What is expected: From the records below, take each line where the string "Barkly" shows up and copy it.

[Stored items]
════════════════════

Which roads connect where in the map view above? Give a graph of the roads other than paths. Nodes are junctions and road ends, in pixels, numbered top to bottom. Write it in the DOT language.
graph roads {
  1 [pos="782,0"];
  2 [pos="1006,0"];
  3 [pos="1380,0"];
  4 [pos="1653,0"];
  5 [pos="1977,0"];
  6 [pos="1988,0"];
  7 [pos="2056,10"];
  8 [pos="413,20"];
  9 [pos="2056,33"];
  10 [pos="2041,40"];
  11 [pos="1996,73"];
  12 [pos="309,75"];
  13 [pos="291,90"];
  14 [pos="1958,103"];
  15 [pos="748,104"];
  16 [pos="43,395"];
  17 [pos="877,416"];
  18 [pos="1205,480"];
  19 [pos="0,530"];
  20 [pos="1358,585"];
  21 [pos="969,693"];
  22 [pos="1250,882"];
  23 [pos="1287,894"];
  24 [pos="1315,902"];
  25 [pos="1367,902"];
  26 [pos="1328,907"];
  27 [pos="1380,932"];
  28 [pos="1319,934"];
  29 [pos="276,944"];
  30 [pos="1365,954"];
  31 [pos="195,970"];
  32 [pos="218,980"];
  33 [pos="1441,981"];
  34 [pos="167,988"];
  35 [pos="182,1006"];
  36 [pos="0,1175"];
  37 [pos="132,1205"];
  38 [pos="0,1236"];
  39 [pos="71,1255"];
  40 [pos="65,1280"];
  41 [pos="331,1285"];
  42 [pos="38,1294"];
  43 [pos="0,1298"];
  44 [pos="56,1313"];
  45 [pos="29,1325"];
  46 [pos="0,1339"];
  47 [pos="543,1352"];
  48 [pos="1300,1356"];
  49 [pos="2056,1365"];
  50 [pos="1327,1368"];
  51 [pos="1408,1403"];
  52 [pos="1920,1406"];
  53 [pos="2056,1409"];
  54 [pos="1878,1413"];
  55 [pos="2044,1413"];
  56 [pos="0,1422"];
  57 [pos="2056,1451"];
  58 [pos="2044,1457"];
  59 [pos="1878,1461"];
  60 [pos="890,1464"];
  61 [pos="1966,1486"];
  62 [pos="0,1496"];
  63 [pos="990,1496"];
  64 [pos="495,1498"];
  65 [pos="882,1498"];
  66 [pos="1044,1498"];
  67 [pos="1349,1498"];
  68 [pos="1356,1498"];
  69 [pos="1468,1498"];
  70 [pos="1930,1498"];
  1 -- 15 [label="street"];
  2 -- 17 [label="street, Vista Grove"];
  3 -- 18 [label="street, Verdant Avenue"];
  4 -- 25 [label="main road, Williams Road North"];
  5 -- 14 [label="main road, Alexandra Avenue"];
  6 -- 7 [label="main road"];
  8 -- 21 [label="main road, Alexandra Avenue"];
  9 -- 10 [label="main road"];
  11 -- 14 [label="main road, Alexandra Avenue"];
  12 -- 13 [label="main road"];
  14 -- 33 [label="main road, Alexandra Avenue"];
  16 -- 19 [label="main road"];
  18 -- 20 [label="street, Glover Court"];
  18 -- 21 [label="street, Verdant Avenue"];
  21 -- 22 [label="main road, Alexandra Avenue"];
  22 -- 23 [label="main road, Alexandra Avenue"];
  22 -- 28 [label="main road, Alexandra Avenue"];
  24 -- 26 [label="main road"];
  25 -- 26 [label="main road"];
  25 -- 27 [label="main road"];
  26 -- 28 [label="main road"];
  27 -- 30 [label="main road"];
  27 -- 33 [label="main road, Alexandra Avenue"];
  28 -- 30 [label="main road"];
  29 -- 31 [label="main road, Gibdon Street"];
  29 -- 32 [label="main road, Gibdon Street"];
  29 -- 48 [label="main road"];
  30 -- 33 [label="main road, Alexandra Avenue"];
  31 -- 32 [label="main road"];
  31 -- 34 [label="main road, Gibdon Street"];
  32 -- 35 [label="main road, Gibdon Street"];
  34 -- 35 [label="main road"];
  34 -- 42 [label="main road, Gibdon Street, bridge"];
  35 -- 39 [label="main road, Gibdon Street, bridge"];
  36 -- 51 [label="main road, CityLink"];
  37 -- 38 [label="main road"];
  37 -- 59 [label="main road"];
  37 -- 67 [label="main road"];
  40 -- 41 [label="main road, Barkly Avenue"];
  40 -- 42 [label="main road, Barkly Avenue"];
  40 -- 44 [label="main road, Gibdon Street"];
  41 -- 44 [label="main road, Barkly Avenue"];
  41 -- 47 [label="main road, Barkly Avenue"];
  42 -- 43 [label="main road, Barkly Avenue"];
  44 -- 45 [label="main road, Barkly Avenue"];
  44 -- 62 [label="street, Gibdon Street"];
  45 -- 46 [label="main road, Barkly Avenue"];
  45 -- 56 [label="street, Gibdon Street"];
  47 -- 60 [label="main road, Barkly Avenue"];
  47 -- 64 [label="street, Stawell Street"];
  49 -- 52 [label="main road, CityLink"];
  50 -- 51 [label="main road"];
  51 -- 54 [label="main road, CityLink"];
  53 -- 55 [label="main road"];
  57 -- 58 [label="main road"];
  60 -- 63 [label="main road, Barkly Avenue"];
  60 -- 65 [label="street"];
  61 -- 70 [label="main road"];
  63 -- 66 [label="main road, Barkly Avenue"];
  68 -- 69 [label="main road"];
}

════════════════════

Exercise result:
  40 -- 41 [label="main road, Barkly Avenue"];
  40 -- 42 [label="main road, Barkly Avenue"];
  41 -- 44 [label="main road, Barkly Avenue"];
  41 -- 47 [label="main road, Barkly Avenue"];
  42 -- 43 [label="main road, Barkly Avenue"];
  44 -- 45 [label="main road, Barkly Avenue"];
  45 -- 46 [label="main road, Barkly Avenue"];
  47 -- 60 [label="main road, Barkly Avenue"];
  60 -- 63 [label="main road, Barkly Avenue"];
  63 -- 66 [label="main road, Barkly Avenue"];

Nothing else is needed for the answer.